Refreshed the patch for 3.3.
comment:8
SergeyBiryukov
— 22 months ago
- Milestone changed from Awaiting Review to 3.3
This falls under "Finally fix the issues relating to special characters in permalinks using an upgrade routine" from 3.3 scope.
Not sure if an upgrade routine is necessary here. Old permalinks (with curly quotes) still work after the patch.
SergeyBiryukov
— 22 months ago
comment:9
SergeyBiryukov
— 22 months ago
Moved sanitization to sanitize_title(), as per today's dev chat.
comment:10
scribu
— 22 months ago
Actually, the best place would be remove_accents().
comment:11
SergeyBiryukov
— 22 months ago
I guess remove_accents() should only handle international characters.
comment:12
follow-up:
↓ 14
scribu
— 22 months ago
Yeah, you're right, but the rest of the special chars are handled elsewhere and hooked into 'sanitize_title'.
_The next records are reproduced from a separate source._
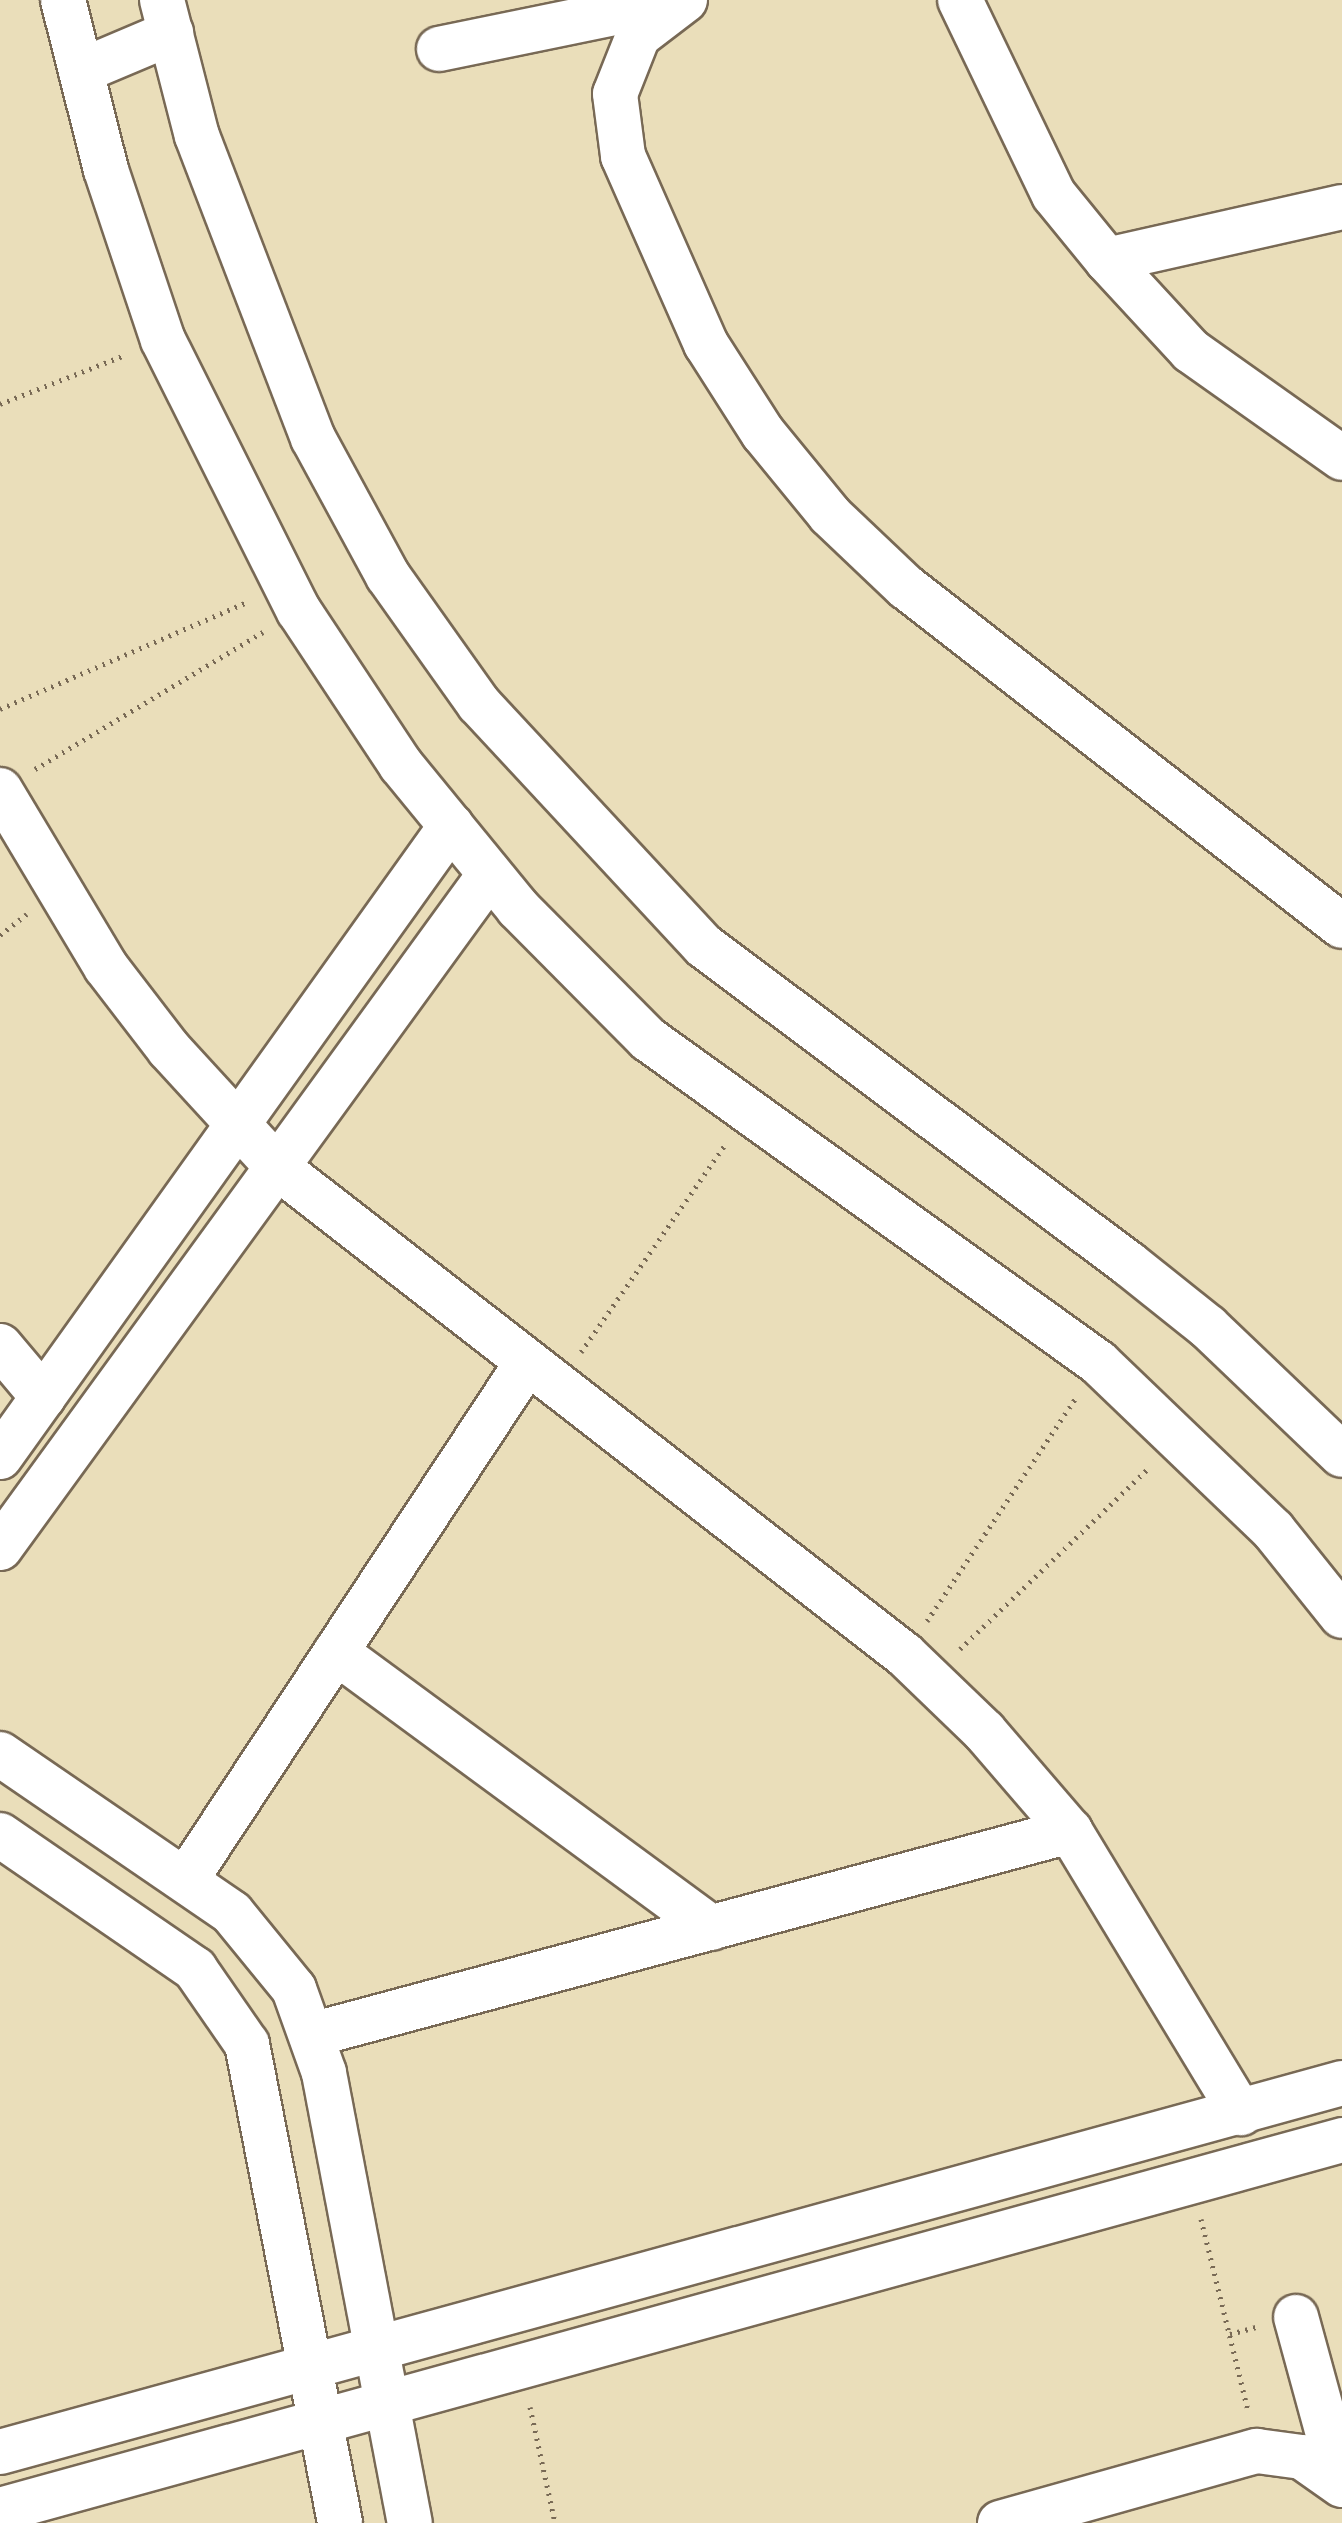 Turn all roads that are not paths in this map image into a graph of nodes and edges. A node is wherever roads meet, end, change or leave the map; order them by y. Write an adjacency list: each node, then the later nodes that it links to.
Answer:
1 (63, 0): 7 (street)
2 (677, 0): 6 (street)
3 (685, 0): 14 (street)
4 (960, 0): 9 (street)
5 (166, 16): 7 (street); 20 (street)
6 (439, 49)
7 (81, 71): 12 (street)
8 (1342, 207): 9 (street)
9 (1107, 260): 10 (street)
10 (1342, 458)
11 (0, 790): 15 (street)
12 (451, 826): 13 (street); 15 (street)
13 (490, 874): 16 (street); 23 (street)
14 (1342, 926)
15 (236, 1126): 16 (street); 19 (street)
16 (277, 1167): 18 (street); 22 (street)
17 (0, 1346): 19 (street)
18 (541, 1375): 24 (street); 26 (street)
19 (43, 1397): 21 (street)
20 (1342, 1455)
21 (0, 1457)
22 (0, 1548)
23 (1342, 1616)
24 (336, 1652): 28 (street); 29 (street)
25 (0, 1754): 28 (street)
26 (1070, 1831): 29 (street); 32 (street)
27 (0, 1835): 36 (street)
28 (187, 1878): 30 (street)
29 (712, 1928): 30 (street)
30 (315, 2034): 35 (street)
31 (1342, 2083): 32 (street)
32 (1241, 2113): 35 (street)
33 (1342, 2140): 37 (street)
34 (1296, 2317): 40 (street)
35 (374, 2347): 36 (street); 37 (street)
36 (311, 2365): 38 (street); 39 (street)
37 (385, 2403): 38 (street); 43 (street)
38 (320, 2420): 41 (street); 42 (street)
39 (0, 2452)
40 (1341, 2484): 44 (street)
41 (0, 2510)
42 (340, 2523)
43 (410, 2523)
44 (1000, 2523)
I'm not sure why nacin said we shouldn't rely on the filter.
comment:13
scribu
— 22 months ago
Oh yeah. Because it wouldn't have the 'save' context check.
comment:14
in reply to:
↑ 12
;
follow-up:
↓ 15
nacin
— 22 months ago
Replying to scribu:
Yeah, you're right, but the rest of the special chars are handled elsewhere and hooked into 'sanitize_title'.
I'm not sure why nacin said we shouldn't rely on the filter.
I was referring to something else.
This logic probably makes the most sense in sanitize_title_with_dashes. We can alter the add_filter() call to let the context arg be passed in.
SergeyBiryukov
— 22 months ago
comment:15
in reply to:
↑ 14
SergeyBiryukov
— 22 months ago
Replying to nacin:
This logic probably makes the most sense in sanitize_title_with_dashes. We can alter the add_filter() call to let the context arg be passed in.
Done in 10797.3.patch.
comment:16
nacin
— 22 months ago
- Keywords needs-unit-tests added
Looks good. Let's get some unit tests.
SergeyBiryukov
— 22 months ago
SergeyBiryukov
— 22 months ago
comment:17
SergeyBiryukov
— 22 months ago
Based on the tickets linked from #9591, 10797.5.patch fixes:
- #3206: ¡ and ¿ should get stripped
- #8765: Strip ° characters from permalink
- ticket:9591:30: Guillemets
- #12956: © and ™ not stripped from sanitize_title
SergeyBiryukov
— 22 months ago
comment:18
SergeyBiryukov
— 22 months ago
- #15768: Unencoded non-breaking spaces in titles don't get sanitized properly
comment:19
ampt
— 21 months ago
Add unit tests for the latest patch
comment:20
nacin
— 21 months ago
In [18705]:
comment:21
nacin
— 21 months ago
:-) Thanks ampt! Things look great.
Before patch: Tests: 14, Assertions: 15, Failures: 6.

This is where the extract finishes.